筑波大ら,赤外素子となるバイオマス材料を開発

筑波大学と産業技術総合研究所(産総研)は,藻類オイルや植物由来の精油成分など持続生産可能な資源と,石油の精製過程などで生じる余剰資源のイオウから,赤外光透過性とゴムのような弾力性を併せ持つ高分子材料を開発した(ニュースリリース)。

近年,監視用カメラや防犯用の赤外カメラ,車載用ナイトビジョンなど暗所下における赤外計測,あるいは食品への異物混入をはじめとする工業製品のライン検査装置に赤外光が多く活用されており,今後も重要性が増していくものと予想されている。

しかし,これまで赤外用光学素子材料として使用されてきたゲルマニウムやシリコン,あるいはセレン化亜鉛などの無機物は,原材料や製造にかかるコストが高い,加工が難しい,などの課題があった。

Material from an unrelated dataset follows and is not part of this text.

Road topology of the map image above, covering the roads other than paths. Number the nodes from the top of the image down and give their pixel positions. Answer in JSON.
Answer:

イオウは石油精製過程などで年間7000万トン産生されている余剰資源だが,赤外透過性に優れた特性を持つ。また,生ゴムに加える(加硫する)と分子間に架橋が形成され,高い弾性が得られる。研究では,このような特徴を持つイオウと持続生産可能な原料を組み合わせ,環境負荷の小さい方法で赤外透過性と成形加工性を両立する高分子材料の創出に成功した。

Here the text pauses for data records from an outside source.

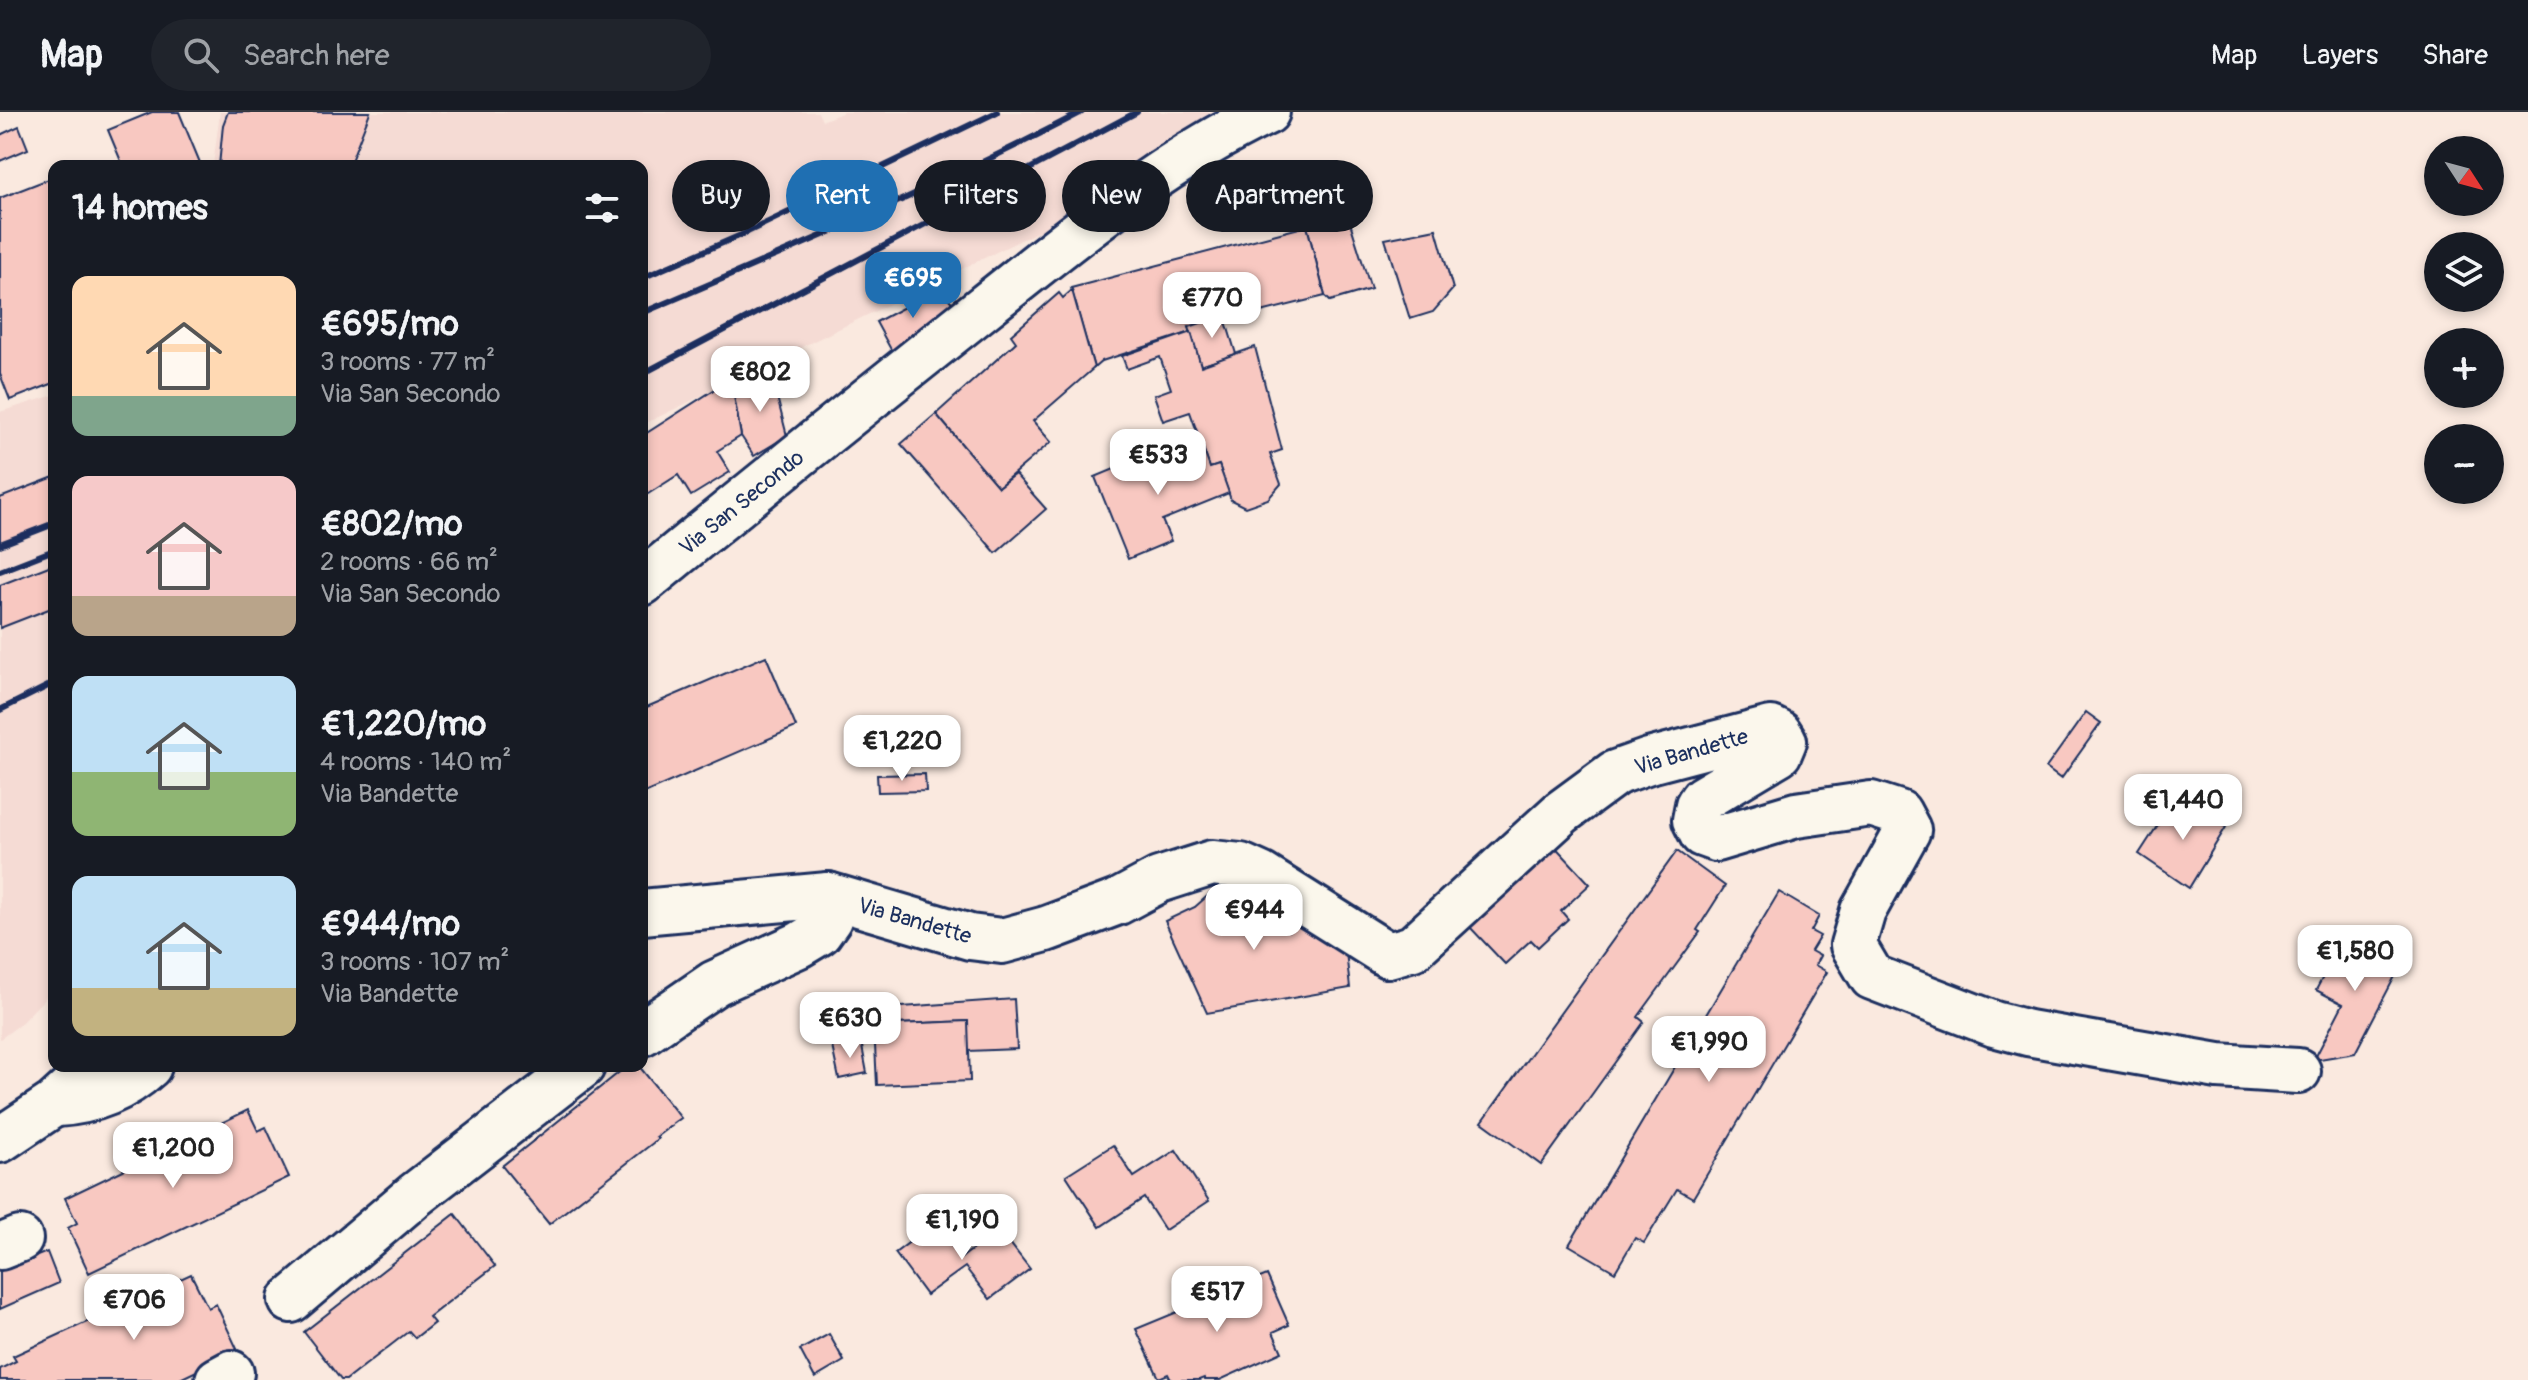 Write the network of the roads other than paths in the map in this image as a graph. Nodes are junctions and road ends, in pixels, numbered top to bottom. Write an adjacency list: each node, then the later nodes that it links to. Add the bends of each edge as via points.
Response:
1 (1267, 112): 2 (street, Via San Secondo, via 1131,191)
2 (648, 578)
3 (828, 895): 4 (street, Via Bandette); 5 (street, via 833,907 819,933 715,983); 6 (street, Via Bandette, via 970,937 1002,941 1046,929 1212,863 1241,866 1388,955 1413,948 1562,812 1615,773 1771,729 1784,741 1779,753 1702,799 1695,812 1698,827 1716,839 1826,810 1871,804 1899,813 1908,830 1863,911 1853,945 1872,977 2028,1033 2218,1066)
4 (648, 911)
5 (648, 1029)
6 (2298, 1071)
7 (89, 1072): 10 (street)
8 (141, 1072): 10 (street, via 113,1092)
9 (574, 1072): 12 (street, via 415,1195)
10 (54, 1104): 11 (street)
11 (0, 1140)
12 (291, 1300)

基本原料としたのは藻類オイルとイオウ,テルペン類。テルペン類は架橋点密度を制御する因子として用いた。それらの混合比や反応条件を最適化することによって,赤外透過性,加工性,弾性に優れた材料を合成することができたという。三種類の材料を混合して加熱するだけの極めてシンプルなプロセスで製造でき,触媒も溶媒も必要ないため,原料と製造方法の両面から環境負荷の低い技術だとする。

この材料は成形も容易で,ホットプレスなどの一般的な技術を用いた成形に加え,架橋が完全に進んでいない段階では高い流動性を持つことを生かし,鋳型に流し込んで加熱し,架橋を進行させて固める方法が適用できる。この方法の場合,金属の鋳型より安価なシリコーン鋳型などを利用できるため,より低コストでのプロセスが実現できる。

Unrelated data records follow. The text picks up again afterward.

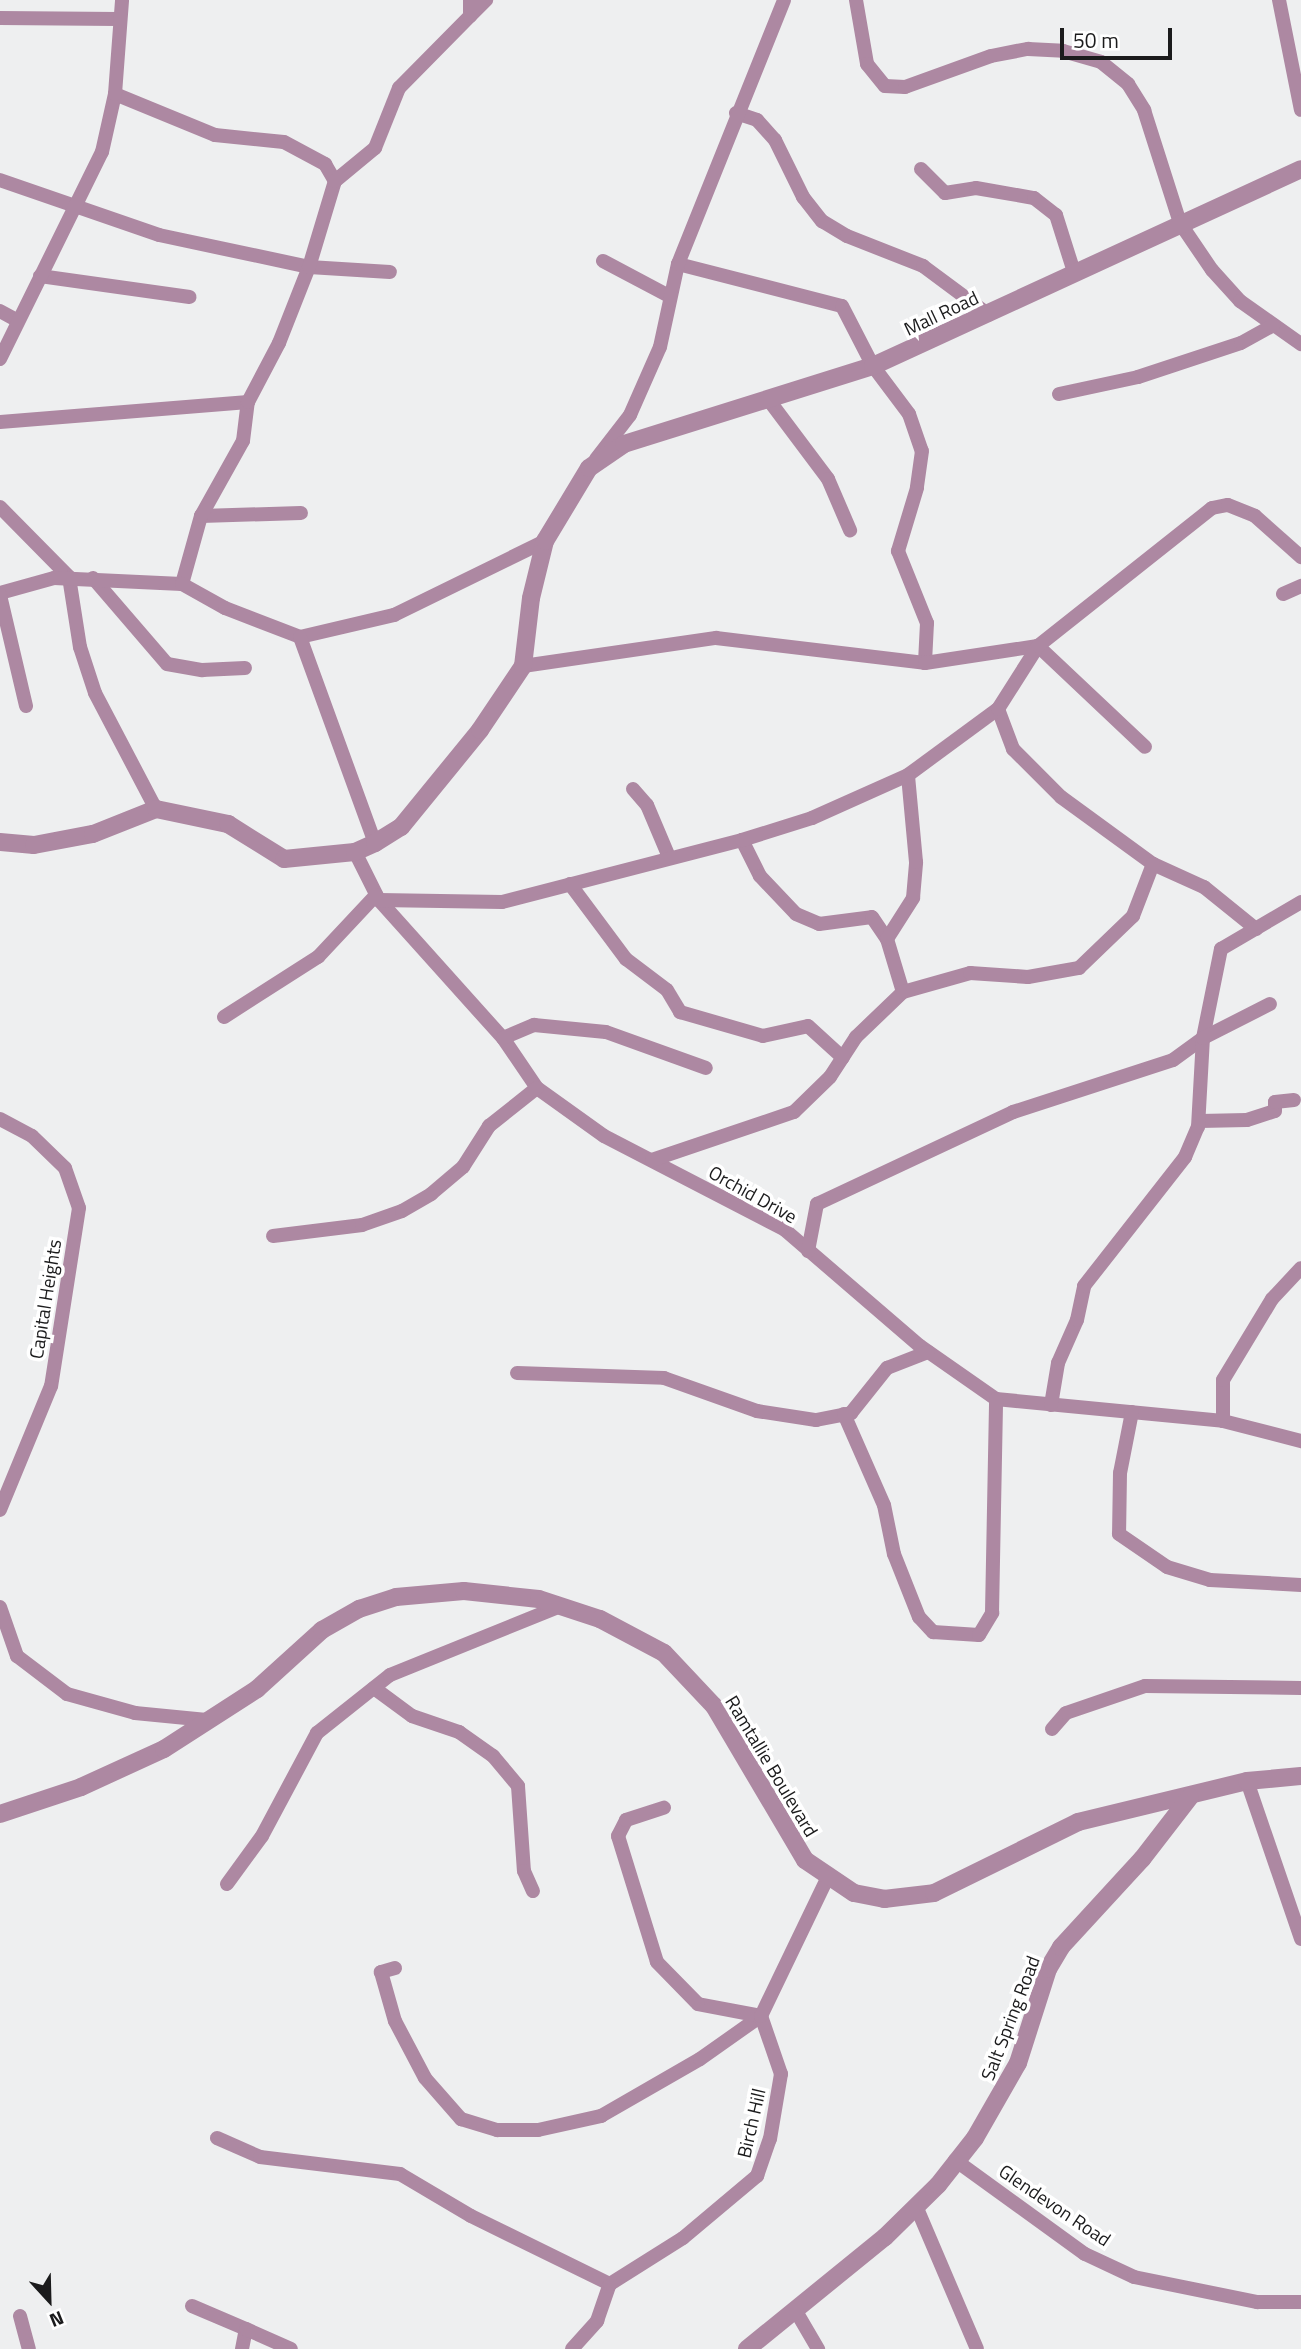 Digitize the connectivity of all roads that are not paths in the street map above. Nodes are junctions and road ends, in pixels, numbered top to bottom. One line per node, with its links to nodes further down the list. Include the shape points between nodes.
1 (122, 0): 9 (street)
2 (470, 0): 7 (street)
3 (486, 0): 7 (street)
4 (784, 0): 12 (street)
5 (856, 0): 18 (street, via 867,64 885,86 905,88 991,56 1028,49 1063,51 1101,62 1128,84 1144,110)
6 (1279, 0): 11 (street)
7 (470, 16): 16 (street, via 399,88 375,148)
8 (0, 18): 9 (street)
9 (118, 19): 10 (street)
10 (115, 94): 16 (street, via 215,135 284,142 325,164); 17 (street, via 102,152)
11 (1301, 110)
12 (736, 113): 20 (street); 28 (street, via 757,120 775,140 803,197 822,221 923,267)
13 (921, 169): 23 (street, via 945,193 976,188 1034,198 1056,215)
14 (1301, 169): 18 (street, Mall Road)
15 (0, 180): 17 (street)
16 (335, 181): 21 (street)
17 (77, 208): 21 (street, via 159,235); 24 (street)
18 (1180, 223): 23 (street, Mall Road); 30 (street, via 1240,301)
19 (603, 261): 25 (street)
20 (678, 264): 25 (street); 33 (street, via 842,306)
21 (309, 267): 22 (street); 36 (street, via 279,343)
22 (390, 272)
23 (1074, 272): 28 (street, Mall Road)
24 (40, 276): 26 (street); 29 (street)
25 (669, 296): 38 (street, via 660,347 630,415)
26 (190, 297)
27 (0, 311): 29 (street)
28 (989, 315): 33 (street, Mall Road)
29 (16, 320): 32 (street)
30 (1273, 325): 31 (street); 34 (street, via 1241,343 1138,377)
31 (1301, 344)
32 (0, 359)
33 (873, 366): 35 (street, Mall Road); 53 (street, via 909,414 922,451 917,488 898,551 927,623)
34 (1059, 394)
35 (768, 399): 38 (street, Mall Road, via 624,444); 42 (street, via 828,479)
36 (248, 402): 37 (street); 41 (street, via 243,441)
37 (0, 422)
38 (589, 468): 43 (street)
39 (0, 507): 45 (street)
40 (301, 513): 41 (street)
41 (201, 516): 47 (street)
42 (849, 530)
43 (545, 541): 51 (street, via 394,615); 54 (street, via 531,598)
44 (1301, 557): 52 (street, via 1255,516 1228,505 1212,508)
45 (69, 578): 46 (street); 49 (street); 61 (street, via 80,648 95,693)
46 (93, 578): 47 (street); 55 (street, via 167,664 202,670)
47 (182, 584): 51 (street)
48 (1301, 586): 50 (street)
49 (0, 594): 56 (street)
50 (1283, 594)
51 (300, 637): 64 (street)
52 (1038, 646): 53 (street); 57 (street); 58 (street)
53 (925, 663): 54 (street, via 716,638)
54 (523, 666): 64 (street, via 480,730 401,827)
55 (245, 668)
56 (26, 706)
57 (998, 709): 59 (street); 67 (street, via 1013,749 1061,797)
58 (1145, 747)
59 (908, 775): 62 (street, via 812,818); 72 (street, via 916,862 913,898)
60 (633, 789): 66 (street, via 647,805)
61 (156, 809): 63 (street, via 93,834 34,845); 65 (street, via 228,824 284,859)
62 (742, 840): 66 (street); 72 (street, via 760,876 796,914 819,925 872,917)
63 (0, 842)
64 (375, 843): 65 (street)
65 (355, 852): 69 (street, Orchid Drive)
66 (669, 858): 68 (street)
67 (1153, 863): 71 (street, via 1204,887); 73 (street, via 1133,916 1079,968 1028,978 970,973)
68 (570, 884): 69 (street, via 502,902); 78 (street, via 626,959 667,990 680,1012 763,1036 808,1026)
69 (378, 898): 75 (street, via 318,957); 76 (street, Orchid Drive)
70 (1301, 902): 71 (street)
71 (1256, 929): 77 (street, via 1221,949)
72 (887, 939): 73 (street)
73 (903, 992): 78 (street, via 856,1037)
74 (1270, 1004): 77 (street)
75 (224, 1017)
76 (503, 1038): 79 (street, via 534,1026 606,1032); 80 (street, Orchid Drive)
77 (1203, 1038): 83 (street); 86 (street, via 1173,1060 1013,1112 817,1204)
78 (843, 1058): 84 (street, via 793,1112)
79 (706, 1068)
80 (537, 1088): 84 (street, Orchid Drive, via 604,1136); 85 (street, via 489,1126 463,1167 411,1205 362,1225)
81 (1294, 1100): 83 (street, via 1275,1102 1275,1111 1247,1120)
82 (0, 1119): 96 (street, Capital Heights, via 32,1136 65,1168 79,1208 51,1386)
83 (1200, 1121): 91 (street, via 1185,1157 1084,1286 1077,1320 1058,1363)
84 (652, 1160): 86 (street, Orchid Drive, via 785,1230)
85 (273, 1236)
86 (808, 1251): 88 (street, Orchid Drive)
87 (1301, 1269): 94 (street, via 1272,1299 1223,1380)
88 (928, 1352): 90 (street, Orchid Drive); 93 (street, via 887,1368 851,1413)
89 (517, 1373): 93 (street, via 664,1378 757,1411 816,1420)
90 (996, 1399): 91 (street, Orchid Drive); 93 (street, via 992,1613 979,1636 933,1632 919,1616 894,1554 884,1505)
91 (1051, 1405): 92 (street, Orchid Drive)
92 (1132, 1412): 94 (street, Orchid Drive); 97 (street, via 1120,1473 1119,1534 1167,1567 1210,1580)
93 (844, 1414)
94 (1223, 1421): 95 (street, Orchid Drive)
95 (1301, 1441)
96 (0, 1510)
97 (1301, 1585)
98 (561, 1606): 100 (street, via 390,1675); 102 (street, Ramtallie Boulevard, via 492,1592 396,1597 359,1609 322,1630 257,1689); 109 (street, Ramtallie Boulevard, via 600,1619 664,1653 714,1706 805,1860)
99 (0, 1607): 102 (street, via 17,1656 68,1694 135,1713)
100 (374, 1688): 110 (street, via 317,1733 262,1836); 111 (street, via 412,1716 459,1732 493,1756 518,1786 524,1871)
101 (1301, 1688): 103 (street, via 1145,1686 1066,1713)
102 (207, 1720): 108 (street, Ramtallie Boulevard, via 123,1768 40,1803)
103 (1052, 1729)
104 (1301, 1776): 105 (street)
105 (1247, 1781): 106 (street); 112 (street)
106 (1189, 1797): 109 (street, Ramtallie Boulevard, via 1079,1822 1024,1846 962,1882 923,1896 864,1895); 116 (street, Salt Spring Road, via 1142,1859 1061,1947 1048,1969 1002,2098)
107 (664, 1808): 114 (street, via 626,1820 618,1836 657,1962 698,2004)
108 (0, 1814)
109 (827, 1879): 114 (street)
110 (227, 1884)
111 (534, 1891)
112 (1301, 1939)
113 (395, 1968): 114 (street, via 381,1972 395,2021 425,2078 461,2119 498,2130 538,2130 601,2116 700,2059)
114 (761, 2015): 118 (street, Birch Hill, via 781,2074 770,2140 757,2176 683,2238)
115 (217, 2138): 118 (street, via 260,2158 400,2174 471,2216)
116 (955, 2160): 117 (street, Salt Spring Road); 119 (street, Glendevon Road, via 1085,2254 1134,2277 1257,2302)
117 (916, 2206): 121 (street, Salt Spring Road); 130 (street)
118 (610, 2284): 127 (street, via 597,2321)
119 (1301, 2302)
120 (192, 2306): 123 (street)
121 (797, 2313): 128 (street, Salt Spring Road); 129 (street)
122 (20, 2316): 124 (street)
123 (246, 2329): 125 (street); 126 (street)
124 (29, 2349)
125 (242, 2349)
126 (291, 2349)
127 (572, 2349)
128 (747, 2349)
129 (818, 2349)
130 (977, 2349)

研究では,シリンドリカルレンズを成形し,材料の柔軟性(弾性)を生かして焦点の位置を変え,可逆的な焦点可変機能を実証した。この機能を活用すれば,複雑で高価な機械式レンズ駆動機構を簡略化でき,カメラシステムの低コスト化や小型軽量化につなげられるという。

研究グループは,新たなバイオマス資源の利用や配合比の最適化によって,従来の赤外光学材料と同等以上の赤外透過性を目指す。さらに,実際の使用を想定した検証などを進め,応用展開を図るため企業連携にも積極的に取り組むとしている。